Future research direction

  • Need for multidisciplinary approach: The management of HCC encompasses multiple disciplines including hepatologists, diagnostic radiologists, pathologists, transplant surgeons, surgical oncologists, interventional radiologists, nurses, and palliative care professionals [166]. A study by [167] showed that the development of true multidisciplinary clinic with a dedicated tumour board review for HCC patients increased survival; due to improved staging and diagnostic accuracy, efficient treatment times and increased adherence to clinical diagnostic and therapeutic guidelines. Therefore, the AASLD recommends referring HCC patients to a centre with multidisciplinary clinic.

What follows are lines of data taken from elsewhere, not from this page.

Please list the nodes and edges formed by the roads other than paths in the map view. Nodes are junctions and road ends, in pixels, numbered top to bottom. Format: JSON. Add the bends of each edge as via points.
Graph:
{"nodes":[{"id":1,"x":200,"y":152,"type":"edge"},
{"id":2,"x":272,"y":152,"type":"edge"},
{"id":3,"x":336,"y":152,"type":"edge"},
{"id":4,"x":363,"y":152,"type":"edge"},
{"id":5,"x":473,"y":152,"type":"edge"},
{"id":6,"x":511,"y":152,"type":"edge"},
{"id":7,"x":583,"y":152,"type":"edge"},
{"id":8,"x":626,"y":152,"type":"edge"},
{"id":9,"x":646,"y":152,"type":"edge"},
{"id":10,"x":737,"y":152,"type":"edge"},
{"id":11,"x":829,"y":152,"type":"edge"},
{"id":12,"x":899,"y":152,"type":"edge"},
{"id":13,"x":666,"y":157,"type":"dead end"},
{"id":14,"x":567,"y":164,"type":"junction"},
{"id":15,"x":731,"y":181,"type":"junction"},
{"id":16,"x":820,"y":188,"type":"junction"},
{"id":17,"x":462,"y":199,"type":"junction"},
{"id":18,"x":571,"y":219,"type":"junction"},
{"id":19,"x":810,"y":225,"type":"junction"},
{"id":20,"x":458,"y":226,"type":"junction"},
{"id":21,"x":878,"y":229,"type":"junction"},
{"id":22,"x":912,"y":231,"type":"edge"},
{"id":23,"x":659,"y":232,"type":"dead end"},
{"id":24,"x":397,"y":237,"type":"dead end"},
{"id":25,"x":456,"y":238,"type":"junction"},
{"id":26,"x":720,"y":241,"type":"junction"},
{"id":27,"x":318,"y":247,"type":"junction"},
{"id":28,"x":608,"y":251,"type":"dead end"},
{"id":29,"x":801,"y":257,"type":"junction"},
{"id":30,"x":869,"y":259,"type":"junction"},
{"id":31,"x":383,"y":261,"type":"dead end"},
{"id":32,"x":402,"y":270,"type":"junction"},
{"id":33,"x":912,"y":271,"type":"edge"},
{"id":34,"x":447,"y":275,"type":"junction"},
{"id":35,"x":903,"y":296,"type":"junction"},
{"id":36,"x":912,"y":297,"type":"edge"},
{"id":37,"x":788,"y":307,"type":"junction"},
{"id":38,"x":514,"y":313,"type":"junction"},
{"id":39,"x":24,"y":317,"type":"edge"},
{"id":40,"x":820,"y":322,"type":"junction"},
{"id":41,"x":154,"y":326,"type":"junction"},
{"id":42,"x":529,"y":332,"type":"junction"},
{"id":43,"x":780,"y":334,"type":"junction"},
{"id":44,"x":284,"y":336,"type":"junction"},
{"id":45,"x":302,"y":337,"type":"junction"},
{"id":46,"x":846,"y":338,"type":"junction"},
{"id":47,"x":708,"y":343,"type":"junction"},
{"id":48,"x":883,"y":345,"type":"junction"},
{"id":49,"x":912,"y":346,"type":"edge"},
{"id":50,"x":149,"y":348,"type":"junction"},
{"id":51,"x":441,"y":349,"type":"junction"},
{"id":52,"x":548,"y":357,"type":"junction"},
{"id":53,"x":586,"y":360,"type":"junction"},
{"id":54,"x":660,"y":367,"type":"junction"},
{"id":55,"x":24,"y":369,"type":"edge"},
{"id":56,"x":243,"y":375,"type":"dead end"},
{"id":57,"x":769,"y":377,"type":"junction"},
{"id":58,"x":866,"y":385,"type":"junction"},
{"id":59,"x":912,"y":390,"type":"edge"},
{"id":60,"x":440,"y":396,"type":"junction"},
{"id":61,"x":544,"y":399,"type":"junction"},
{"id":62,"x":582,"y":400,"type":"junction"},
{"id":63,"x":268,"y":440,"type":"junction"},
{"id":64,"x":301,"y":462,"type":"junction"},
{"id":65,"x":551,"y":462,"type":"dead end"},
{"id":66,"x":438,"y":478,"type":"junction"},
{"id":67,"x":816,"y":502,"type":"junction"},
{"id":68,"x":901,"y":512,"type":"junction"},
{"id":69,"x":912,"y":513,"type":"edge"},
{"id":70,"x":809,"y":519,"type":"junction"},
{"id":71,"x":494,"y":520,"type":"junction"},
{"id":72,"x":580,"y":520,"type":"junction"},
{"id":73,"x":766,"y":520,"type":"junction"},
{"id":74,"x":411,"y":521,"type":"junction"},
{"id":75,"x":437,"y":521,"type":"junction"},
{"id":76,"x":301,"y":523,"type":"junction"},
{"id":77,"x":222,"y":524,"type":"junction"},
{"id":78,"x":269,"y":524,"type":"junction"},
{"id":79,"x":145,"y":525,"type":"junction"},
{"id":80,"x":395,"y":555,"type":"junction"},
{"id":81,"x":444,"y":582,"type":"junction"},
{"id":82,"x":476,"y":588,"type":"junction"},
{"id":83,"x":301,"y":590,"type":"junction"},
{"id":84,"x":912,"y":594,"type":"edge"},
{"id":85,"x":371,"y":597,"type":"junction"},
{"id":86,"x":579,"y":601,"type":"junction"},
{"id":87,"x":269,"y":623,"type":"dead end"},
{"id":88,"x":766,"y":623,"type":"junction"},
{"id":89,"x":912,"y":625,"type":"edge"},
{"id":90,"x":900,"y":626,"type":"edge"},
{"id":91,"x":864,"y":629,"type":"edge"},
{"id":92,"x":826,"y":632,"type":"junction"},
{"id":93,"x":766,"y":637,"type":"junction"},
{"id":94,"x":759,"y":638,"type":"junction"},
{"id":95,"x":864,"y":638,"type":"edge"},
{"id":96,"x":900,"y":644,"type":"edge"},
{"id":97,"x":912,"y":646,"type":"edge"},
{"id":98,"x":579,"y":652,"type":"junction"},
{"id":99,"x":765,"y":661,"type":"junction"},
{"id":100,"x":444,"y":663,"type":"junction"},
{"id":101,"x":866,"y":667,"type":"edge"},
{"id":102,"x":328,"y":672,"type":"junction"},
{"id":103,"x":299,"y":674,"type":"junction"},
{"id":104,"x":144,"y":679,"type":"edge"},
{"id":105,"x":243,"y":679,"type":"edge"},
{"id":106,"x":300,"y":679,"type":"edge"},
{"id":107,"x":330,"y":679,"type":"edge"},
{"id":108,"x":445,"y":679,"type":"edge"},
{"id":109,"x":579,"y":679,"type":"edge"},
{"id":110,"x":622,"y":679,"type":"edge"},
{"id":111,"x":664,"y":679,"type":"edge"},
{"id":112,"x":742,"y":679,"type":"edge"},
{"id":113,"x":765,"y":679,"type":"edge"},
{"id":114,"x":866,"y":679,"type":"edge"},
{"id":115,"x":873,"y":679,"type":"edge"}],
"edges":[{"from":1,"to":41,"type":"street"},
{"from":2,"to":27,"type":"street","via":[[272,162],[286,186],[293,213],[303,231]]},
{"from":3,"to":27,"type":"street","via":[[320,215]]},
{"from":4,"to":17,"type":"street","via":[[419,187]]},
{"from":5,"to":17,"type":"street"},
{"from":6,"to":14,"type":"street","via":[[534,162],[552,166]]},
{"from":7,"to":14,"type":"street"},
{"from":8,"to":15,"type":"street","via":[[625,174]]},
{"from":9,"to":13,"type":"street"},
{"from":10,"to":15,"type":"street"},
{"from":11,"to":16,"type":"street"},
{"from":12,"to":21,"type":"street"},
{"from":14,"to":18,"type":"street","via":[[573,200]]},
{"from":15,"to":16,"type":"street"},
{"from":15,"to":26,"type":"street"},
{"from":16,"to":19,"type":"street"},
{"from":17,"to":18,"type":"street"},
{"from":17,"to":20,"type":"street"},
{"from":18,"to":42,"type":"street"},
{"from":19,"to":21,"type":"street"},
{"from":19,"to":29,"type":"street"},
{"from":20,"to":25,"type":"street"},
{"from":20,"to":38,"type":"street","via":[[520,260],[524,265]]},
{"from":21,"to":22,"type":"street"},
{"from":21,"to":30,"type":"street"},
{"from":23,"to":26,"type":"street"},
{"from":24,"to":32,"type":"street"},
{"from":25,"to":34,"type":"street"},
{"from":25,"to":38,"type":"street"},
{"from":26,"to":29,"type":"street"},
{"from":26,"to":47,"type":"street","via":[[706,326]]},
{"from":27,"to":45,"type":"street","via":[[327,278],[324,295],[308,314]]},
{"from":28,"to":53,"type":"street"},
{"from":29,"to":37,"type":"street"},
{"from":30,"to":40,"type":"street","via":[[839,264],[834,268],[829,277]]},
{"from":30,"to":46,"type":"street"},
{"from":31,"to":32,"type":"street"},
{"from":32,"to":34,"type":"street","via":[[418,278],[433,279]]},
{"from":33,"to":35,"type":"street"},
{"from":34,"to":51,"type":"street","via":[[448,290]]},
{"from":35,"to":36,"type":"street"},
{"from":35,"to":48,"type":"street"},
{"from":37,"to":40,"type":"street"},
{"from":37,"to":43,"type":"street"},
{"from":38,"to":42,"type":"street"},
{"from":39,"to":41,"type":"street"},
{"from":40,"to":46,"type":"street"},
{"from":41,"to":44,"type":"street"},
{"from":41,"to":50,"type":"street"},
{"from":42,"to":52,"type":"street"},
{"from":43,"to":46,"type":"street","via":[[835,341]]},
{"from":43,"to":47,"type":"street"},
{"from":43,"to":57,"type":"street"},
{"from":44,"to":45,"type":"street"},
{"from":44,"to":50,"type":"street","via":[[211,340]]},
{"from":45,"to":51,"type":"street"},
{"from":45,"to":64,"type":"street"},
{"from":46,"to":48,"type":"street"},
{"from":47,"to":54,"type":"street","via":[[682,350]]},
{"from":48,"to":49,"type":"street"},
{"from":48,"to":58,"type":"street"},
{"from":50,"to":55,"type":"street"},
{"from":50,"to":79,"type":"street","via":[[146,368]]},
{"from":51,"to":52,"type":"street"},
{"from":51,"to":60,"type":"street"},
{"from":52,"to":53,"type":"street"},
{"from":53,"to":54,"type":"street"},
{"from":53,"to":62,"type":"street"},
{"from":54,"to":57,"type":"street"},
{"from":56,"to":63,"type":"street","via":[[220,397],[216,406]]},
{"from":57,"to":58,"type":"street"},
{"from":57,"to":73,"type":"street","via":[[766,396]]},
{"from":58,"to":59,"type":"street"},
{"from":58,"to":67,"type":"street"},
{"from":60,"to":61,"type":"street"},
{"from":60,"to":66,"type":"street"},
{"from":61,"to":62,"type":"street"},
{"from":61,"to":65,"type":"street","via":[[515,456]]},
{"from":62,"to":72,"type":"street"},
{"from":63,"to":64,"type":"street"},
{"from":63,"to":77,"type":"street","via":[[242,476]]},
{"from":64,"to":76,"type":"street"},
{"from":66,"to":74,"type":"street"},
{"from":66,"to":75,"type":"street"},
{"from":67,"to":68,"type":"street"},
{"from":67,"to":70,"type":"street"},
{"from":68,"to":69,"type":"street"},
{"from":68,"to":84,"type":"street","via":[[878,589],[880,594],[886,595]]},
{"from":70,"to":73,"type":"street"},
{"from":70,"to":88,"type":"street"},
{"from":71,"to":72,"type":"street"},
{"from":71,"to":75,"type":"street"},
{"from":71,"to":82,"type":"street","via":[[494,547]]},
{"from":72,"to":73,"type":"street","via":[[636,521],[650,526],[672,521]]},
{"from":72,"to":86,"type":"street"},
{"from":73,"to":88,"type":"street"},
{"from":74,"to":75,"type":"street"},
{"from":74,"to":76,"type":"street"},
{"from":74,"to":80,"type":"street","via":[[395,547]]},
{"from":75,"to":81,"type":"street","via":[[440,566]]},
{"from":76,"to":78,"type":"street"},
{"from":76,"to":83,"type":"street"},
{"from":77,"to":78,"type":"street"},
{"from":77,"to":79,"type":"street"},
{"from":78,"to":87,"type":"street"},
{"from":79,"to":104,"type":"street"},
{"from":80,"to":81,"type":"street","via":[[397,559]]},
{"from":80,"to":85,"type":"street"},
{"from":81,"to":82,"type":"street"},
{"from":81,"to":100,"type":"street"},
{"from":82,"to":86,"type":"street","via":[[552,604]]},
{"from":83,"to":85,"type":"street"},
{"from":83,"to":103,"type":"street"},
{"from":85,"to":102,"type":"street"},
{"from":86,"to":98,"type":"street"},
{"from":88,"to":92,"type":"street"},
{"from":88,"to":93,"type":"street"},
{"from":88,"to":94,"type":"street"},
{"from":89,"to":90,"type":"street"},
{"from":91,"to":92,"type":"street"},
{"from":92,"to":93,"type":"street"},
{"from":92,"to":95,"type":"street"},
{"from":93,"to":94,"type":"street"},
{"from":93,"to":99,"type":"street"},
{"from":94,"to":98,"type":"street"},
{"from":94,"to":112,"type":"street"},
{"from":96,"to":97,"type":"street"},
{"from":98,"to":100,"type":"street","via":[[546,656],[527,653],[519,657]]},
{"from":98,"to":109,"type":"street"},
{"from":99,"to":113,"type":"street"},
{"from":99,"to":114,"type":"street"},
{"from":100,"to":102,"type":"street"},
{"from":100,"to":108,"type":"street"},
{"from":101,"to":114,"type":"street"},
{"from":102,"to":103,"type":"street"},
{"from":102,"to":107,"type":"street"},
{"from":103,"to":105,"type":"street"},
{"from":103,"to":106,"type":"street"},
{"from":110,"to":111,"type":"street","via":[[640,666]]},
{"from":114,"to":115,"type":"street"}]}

  • Make use of multi-modal data: Current state-of-the-art deep learning models when trained on multi-modal data such as B-mode images, Doppler images, contrast-enhanced ultrasound images, and SWE images could improve the early staging and diagnosis of HCC. Multi-modal data can provide complementary information, in turn helping models to improve.

  • Need for benchmark datasets: In order to push the community’s effort in improving diagnostic performance by proposing novel methods, there is a need to establish a benchmark environment with the release of a large-scale annotated dataset in the public domain. Similar to benchmark algorithms during challenges, the task organisers can release annotated training and validation data but not release test data labels. Once participants have fine-tuned their methods, they may submit predictions on the test set on the challenge evaluation server.

Conclusion

HCC-related morbidity and mortality continues to up-trend due to delays in diagnosis and treatment as early disease is often asymptomatic. Ultrasound is the recommended first-line imaging modality for diagnosis of chronic liver disease and to screen for HCC; however, contrast-enhanced studies are required to confirm HCC diagnosis. In this paper, we first provide an overview of current diagnostic methods for stages of liver disease. We then lay the foundation of methods such as Image pre-processing, feature extraction, and classification for classical machine learning algorithms and a brief overview of convolutional neural networks, which are specialised deep learning algorithms for processing 2D or 3D data. Then, we reviewed the use of these methods as diagnostic tools in chronic liver disease and HCC. We also discussed the studies reviewed in the survey. Finally, we provide future research directions in assisting diagnostic accuracy and efficiency in clinical workflow. We believe that by adapting AI technologies into medical radiology, diagnostic imaging tools have the potential to be implemented in first-line management of chronic liver disease and HCC.